* **Try it**: List all the lines in these records that hold "龙腾大道".
───
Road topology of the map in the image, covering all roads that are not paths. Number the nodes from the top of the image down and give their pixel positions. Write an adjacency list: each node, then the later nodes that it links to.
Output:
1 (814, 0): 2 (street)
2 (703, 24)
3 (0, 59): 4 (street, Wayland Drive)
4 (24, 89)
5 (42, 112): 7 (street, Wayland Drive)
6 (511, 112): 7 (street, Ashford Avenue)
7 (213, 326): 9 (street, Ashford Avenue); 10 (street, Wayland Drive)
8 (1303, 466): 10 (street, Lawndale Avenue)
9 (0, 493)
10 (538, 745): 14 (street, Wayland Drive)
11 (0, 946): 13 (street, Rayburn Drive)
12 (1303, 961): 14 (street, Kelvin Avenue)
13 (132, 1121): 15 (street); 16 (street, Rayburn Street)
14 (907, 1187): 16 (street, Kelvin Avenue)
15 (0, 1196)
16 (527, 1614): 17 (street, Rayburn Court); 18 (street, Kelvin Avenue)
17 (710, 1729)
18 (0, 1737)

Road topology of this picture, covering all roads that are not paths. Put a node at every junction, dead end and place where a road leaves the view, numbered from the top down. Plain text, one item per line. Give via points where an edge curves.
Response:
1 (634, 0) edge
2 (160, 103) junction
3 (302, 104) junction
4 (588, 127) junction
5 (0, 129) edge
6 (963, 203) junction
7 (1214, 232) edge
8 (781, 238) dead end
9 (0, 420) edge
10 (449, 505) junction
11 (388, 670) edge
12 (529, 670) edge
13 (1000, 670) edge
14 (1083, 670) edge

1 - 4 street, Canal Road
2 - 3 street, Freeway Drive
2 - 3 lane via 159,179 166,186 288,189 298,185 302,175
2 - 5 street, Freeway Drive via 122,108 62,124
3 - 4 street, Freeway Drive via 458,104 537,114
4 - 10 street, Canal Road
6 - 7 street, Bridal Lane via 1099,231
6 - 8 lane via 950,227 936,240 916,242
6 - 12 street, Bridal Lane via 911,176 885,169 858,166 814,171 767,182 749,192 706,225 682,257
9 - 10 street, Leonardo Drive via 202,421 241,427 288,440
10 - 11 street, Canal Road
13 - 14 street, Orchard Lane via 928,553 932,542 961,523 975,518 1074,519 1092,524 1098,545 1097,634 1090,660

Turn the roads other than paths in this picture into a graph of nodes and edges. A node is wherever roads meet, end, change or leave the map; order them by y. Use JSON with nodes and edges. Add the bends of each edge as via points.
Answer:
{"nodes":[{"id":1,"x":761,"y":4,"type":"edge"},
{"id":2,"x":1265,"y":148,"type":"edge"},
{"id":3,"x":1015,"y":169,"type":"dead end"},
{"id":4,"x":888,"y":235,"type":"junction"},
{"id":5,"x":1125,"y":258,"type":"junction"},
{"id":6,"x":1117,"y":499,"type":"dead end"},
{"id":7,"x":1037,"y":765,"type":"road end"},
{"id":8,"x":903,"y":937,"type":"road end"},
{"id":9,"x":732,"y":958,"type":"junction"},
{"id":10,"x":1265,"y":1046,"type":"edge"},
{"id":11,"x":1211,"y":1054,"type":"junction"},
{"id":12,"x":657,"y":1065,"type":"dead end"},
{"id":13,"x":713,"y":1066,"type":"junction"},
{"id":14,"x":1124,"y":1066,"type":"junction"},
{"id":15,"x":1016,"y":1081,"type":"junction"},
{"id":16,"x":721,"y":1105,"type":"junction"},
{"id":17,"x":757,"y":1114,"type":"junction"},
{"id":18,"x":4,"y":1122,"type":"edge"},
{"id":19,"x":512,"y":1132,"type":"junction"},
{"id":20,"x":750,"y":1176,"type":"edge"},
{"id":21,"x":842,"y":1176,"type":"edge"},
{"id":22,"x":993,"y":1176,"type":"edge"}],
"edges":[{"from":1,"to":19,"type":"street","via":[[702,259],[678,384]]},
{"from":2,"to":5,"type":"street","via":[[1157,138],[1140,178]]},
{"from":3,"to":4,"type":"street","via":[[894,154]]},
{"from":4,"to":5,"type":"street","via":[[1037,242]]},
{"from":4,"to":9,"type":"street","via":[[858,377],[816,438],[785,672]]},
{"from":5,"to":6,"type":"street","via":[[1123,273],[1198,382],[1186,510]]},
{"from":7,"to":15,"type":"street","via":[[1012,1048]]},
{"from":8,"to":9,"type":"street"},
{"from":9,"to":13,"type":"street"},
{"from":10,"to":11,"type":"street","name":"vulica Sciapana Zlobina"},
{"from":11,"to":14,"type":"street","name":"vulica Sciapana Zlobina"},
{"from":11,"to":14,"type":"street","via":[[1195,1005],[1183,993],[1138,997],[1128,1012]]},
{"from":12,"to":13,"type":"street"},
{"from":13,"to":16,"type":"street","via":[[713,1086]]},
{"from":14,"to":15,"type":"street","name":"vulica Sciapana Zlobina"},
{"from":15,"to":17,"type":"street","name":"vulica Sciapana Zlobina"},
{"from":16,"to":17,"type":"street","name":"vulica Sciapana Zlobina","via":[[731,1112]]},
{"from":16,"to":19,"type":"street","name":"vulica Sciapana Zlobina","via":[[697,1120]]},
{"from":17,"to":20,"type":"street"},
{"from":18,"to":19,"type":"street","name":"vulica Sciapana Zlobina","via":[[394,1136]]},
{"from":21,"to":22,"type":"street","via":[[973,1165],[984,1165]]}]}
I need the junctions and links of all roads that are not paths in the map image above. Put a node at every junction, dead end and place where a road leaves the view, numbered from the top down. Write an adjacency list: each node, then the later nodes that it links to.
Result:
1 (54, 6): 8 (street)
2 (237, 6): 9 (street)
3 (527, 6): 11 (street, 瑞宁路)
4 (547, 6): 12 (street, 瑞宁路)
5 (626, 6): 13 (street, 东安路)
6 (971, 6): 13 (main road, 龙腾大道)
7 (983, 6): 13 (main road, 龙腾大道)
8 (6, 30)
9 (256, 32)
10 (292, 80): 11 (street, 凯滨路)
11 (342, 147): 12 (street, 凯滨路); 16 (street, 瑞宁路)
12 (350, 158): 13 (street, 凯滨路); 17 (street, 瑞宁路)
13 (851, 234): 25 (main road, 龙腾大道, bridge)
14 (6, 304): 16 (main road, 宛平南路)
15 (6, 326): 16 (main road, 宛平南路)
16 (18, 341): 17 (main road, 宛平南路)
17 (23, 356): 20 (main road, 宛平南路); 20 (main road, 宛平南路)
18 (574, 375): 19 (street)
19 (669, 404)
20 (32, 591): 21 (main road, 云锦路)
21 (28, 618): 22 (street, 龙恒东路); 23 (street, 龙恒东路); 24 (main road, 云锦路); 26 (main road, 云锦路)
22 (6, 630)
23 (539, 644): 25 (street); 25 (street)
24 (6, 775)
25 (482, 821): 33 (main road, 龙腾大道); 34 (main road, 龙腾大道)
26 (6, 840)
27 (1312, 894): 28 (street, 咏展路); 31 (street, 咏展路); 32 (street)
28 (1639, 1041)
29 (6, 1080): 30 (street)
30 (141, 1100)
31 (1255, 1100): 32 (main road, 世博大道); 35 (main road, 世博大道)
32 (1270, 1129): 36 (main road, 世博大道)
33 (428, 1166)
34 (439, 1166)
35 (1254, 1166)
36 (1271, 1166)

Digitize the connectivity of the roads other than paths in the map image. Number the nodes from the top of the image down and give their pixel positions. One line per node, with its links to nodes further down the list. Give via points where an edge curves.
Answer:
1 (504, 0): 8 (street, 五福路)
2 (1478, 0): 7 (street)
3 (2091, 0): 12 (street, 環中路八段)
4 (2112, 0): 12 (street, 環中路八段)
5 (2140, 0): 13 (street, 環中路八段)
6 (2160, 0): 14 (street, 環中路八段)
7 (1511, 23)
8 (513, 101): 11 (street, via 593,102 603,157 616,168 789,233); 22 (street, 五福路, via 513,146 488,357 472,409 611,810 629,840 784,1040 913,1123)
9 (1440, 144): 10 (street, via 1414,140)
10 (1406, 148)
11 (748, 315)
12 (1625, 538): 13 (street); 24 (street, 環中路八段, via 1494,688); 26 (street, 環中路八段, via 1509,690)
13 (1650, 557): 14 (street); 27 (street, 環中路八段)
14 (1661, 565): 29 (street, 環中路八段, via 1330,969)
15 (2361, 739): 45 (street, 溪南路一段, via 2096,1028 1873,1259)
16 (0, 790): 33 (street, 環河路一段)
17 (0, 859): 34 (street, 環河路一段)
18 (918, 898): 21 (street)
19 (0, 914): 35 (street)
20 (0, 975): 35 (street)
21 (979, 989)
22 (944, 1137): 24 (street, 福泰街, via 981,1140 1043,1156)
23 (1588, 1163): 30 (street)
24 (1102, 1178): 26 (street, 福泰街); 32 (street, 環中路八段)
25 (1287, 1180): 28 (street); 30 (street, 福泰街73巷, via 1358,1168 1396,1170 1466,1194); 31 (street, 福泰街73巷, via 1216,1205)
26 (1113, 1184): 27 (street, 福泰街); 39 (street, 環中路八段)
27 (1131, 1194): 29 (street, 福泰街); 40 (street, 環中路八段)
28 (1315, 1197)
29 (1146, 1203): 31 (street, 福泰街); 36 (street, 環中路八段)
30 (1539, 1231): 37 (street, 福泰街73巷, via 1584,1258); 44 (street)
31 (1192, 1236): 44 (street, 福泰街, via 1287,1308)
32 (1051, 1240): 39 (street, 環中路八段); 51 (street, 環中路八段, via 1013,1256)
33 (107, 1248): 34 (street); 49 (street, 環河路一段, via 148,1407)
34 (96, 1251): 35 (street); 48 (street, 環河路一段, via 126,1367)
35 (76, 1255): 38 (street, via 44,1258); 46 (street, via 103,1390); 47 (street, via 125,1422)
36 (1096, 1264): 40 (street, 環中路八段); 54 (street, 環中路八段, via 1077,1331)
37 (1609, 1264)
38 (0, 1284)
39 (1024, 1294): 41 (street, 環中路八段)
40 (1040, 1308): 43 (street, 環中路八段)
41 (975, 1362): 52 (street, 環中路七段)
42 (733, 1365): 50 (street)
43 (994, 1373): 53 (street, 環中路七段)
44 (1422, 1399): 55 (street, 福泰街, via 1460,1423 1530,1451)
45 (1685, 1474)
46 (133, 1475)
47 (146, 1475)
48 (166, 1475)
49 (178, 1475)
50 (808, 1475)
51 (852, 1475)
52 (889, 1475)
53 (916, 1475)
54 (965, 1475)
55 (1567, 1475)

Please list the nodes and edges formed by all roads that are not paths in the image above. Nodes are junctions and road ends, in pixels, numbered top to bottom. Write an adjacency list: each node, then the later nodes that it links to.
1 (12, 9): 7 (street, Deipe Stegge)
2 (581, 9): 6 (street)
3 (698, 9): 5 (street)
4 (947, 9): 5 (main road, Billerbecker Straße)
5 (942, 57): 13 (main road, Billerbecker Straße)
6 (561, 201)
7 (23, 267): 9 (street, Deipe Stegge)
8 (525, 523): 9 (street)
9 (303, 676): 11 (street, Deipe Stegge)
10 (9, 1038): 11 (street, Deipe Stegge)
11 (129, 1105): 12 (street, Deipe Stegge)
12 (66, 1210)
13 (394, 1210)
───
* **Answer for the task**:
6 (971, 6): 13 (main road, 龙腾大道)
7 (983, 6): 13 (main road, 龙腾大道)
13 (851, 234): 25 (main road, 龙腾大道, bridge)
25 (482, 821): 33 (main road, 龙腾大道); 34 (main road, 龙腾大道)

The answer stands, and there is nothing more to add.